Hans Christian Andersen's "Little Mermaid" tale can very well be read as the sublimated expression of frustrated gay desire, written when his beloved young friend Edvard Collin decided to get married, leaving him brokenhearted. Andersen spent his life deeply attached to young men he could befriend and adore but never touch - feeling, no doubt, like neither fish nor foul. The little mermaid of his story eventually gives up her amphibian status to be close to the "beautiful young prince" she has adored and saved from drowning. She accepts being permanently made human (but still incompletely so), giving up the mermaid's 300-year life-span, her human legs and feet suffering knife-stab pains as she dances lightly and gracefully (like a ballet dancer pushing her limits). She can only have an immortal soul (which mermaids don't have) if her love object marries her. If he doesn't, she'll turn into foam, the way mermaids do at the end of their long lifespans, and vanish.

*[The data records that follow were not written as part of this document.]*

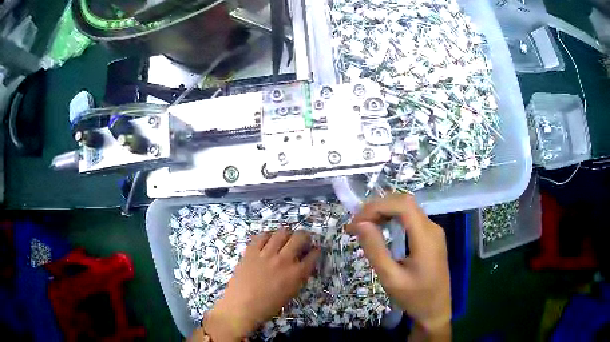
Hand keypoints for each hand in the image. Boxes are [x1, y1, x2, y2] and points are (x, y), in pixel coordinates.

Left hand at [202, 229, 320, 341]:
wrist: (242, 306)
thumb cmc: (268, 305)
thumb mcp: (290, 293)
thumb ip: (298, 277)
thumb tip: (301, 265)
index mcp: (296, 274)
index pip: (312, 255)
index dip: (315, 251)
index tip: (314, 250)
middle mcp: (284, 260)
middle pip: (300, 237)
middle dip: (304, 236)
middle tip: (302, 240)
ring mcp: (267, 254)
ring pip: (281, 232)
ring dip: (287, 234)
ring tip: (285, 238)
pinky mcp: (251, 251)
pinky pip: (262, 236)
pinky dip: (268, 236)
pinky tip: (268, 240)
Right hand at [346, 194, 451, 339]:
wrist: (436, 310)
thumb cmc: (414, 297)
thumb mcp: (391, 278)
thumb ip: (376, 250)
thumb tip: (360, 224)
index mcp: (426, 237)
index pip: (402, 205)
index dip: (377, 207)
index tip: (356, 222)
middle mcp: (432, 227)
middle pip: (404, 203)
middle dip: (378, 208)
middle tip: (356, 225)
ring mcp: (433, 231)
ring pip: (407, 209)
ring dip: (384, 212)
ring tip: (364, 226)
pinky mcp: (431, 237)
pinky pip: (411, 219)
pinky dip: (393, 219)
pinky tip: (381, 228)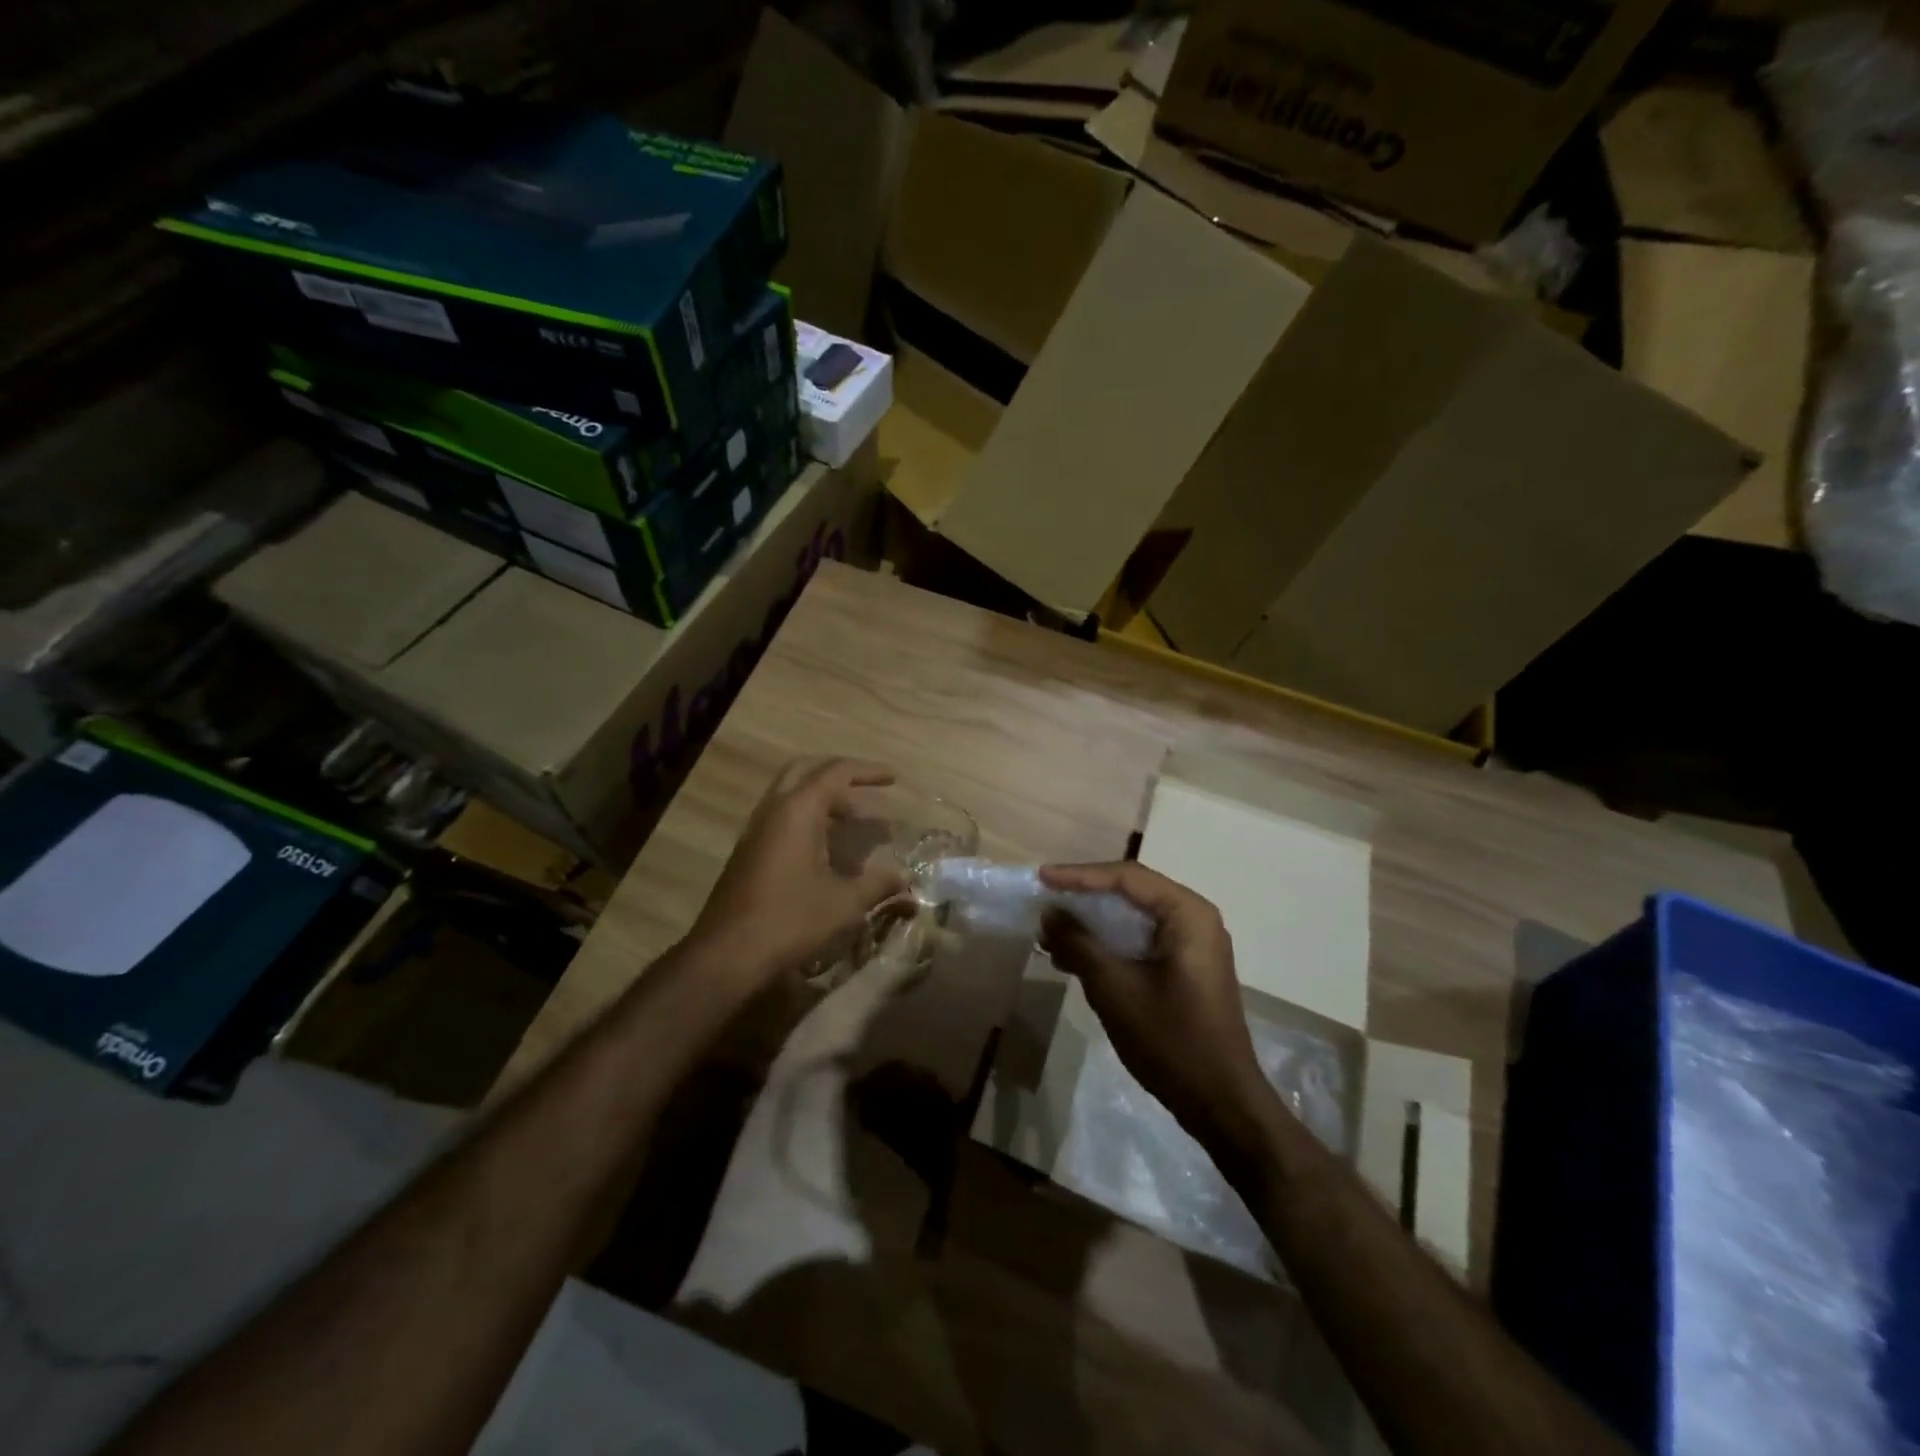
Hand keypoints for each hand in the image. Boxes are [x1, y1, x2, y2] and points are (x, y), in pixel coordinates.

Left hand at [691, 758, 908, 978]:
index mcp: (798, 811)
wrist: (727, 955)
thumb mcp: (844, 903)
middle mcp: (773, 810)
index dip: (868, 772)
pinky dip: (809, 820)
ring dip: (824, 801)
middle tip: (867, 791)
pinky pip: (782, 819)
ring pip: (792, 796)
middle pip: (807, 772)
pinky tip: (828, 850)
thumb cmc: (789, 920)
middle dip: (840, 776)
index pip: (836, 772)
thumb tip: (905, 876)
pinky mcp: (749, 852)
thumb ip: (878, 884)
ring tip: (855, 822)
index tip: (894, 779)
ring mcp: (756, 831)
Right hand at [1040, 862, 1275, 1158]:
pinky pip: (1140, 939)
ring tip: (1050, 931)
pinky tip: (1074, 956)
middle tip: (1044, 898)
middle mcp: (1194, 918)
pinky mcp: (1185, 966)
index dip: (1079, 875)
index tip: (1041, 878)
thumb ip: (1079, 944)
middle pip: (1130, 891)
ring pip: (1132, 917)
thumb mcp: (1115, 989)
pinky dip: (1107, 943)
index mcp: (1188, 914)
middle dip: (1084, 897)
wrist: (1221, 1103)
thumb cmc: (1171, 1040)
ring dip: (1092, 923)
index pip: (1126, 877)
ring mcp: (1192, 943)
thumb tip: (1049, 913)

Agnieszka Smoczynska's The Lure is a Polish punk musical horror version of Hans Christian Andersen, minus the gayness - but it has plenty of kink, and inter-species frustration. It's centered on a polymorphous nightclub, and meanders quite a bit. But it still winds up pretty faithful to the original tale, after all. It's not clear what the point some of its many surreal, gory variations is, other than just to have some fun and indulge in musical interludes. Smoczynska gives free play to a wild Slavic imagination but at the cost of a bulging midsection that causes the movie's ninety-two minutes to seem like two hours. There are many arresting images, some entertaining songs, dozens of amusing shifts of tone, but not very tight narrative construction. Still, this is a rarity some will adore, though it's decidedly not for children, nor for the mainstream audience.

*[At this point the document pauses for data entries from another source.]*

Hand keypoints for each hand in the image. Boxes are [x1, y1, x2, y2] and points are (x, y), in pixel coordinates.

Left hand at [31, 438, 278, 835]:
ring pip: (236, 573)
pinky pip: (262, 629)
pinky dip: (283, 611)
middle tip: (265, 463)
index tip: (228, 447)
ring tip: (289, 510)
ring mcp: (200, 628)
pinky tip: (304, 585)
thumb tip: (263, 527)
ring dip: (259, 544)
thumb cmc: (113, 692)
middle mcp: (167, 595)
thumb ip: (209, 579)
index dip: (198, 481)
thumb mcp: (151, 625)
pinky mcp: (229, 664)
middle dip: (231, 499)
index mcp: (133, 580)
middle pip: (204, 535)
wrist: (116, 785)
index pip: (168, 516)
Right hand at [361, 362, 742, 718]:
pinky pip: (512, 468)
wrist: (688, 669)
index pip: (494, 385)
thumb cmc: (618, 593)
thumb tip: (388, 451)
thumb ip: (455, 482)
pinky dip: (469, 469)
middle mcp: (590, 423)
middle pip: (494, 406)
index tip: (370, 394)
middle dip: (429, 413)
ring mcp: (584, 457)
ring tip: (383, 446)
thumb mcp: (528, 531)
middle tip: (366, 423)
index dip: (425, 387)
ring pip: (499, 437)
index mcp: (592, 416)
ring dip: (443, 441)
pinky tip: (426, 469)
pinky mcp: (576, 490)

Forget the mermaid home life. This story begins by the seaside where some guys are playing music and Golden (Michalina Olszańska) and Silver (Marta Mazurek) two sister mermaids, are watching. Silver falls instantly for a pretty, androgynous young blond guitarist (he's usually a bass player) named Mietek (Jakub Gierszal). They wind up auditioning as stripper-singers at an underground nightclub in 1980's Warsaw. (This is a loving if fanciful recreation of a kind of dance-cum-live-music-strip-club cabaret all the rage then that were called "dancings," and the title of this film in Polish means "Daughters of the Dancing.") The script is by Robert Bolesto.

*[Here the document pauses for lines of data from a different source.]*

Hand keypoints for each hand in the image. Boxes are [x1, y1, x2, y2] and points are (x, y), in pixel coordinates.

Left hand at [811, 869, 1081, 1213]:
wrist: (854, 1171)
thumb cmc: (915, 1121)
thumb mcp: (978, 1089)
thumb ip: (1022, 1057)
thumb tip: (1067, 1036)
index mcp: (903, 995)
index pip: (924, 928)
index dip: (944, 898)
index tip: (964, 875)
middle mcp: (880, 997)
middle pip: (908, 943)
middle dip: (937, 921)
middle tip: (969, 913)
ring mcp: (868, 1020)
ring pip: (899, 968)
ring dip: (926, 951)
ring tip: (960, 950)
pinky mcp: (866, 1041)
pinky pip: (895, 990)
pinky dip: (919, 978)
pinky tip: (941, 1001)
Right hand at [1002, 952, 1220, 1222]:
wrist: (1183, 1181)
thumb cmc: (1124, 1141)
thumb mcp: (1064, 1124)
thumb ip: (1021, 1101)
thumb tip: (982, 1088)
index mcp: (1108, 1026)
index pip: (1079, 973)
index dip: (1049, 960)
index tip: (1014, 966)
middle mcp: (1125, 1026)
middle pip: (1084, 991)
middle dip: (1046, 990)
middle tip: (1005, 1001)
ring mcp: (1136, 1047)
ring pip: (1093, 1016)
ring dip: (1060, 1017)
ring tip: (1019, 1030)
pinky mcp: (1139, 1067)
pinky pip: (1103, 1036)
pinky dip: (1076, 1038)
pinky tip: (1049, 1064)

The aquatic sisters grow legs, but when doused with water or submerged grow their big, long slimy salamander-ish fin back. This movie faces head-on the potential (or actual) creepiness of a woman who's half fish - and suggest men's lingering feeling that women are a different, potentially fishy, repellent species. By the way: these mermaids eat human flesh. But they try not to - for a while. (Silver has more motivation not to; Golden gets hungrier and hungrier.) When stripped, and fin-less, it turns out they have no vaginas. They succeed at a backstage audition. They can sing. They don't mind performing naked. They don't hide what they are. In fact, the crowd loves watching them perform in a large glass bowl (a giant champagne glass) providing a full view of their fins. Quite a novelty act! Mietek and his drummer dad (Andrzej Konopka) make up the act, which they dub "The Lure."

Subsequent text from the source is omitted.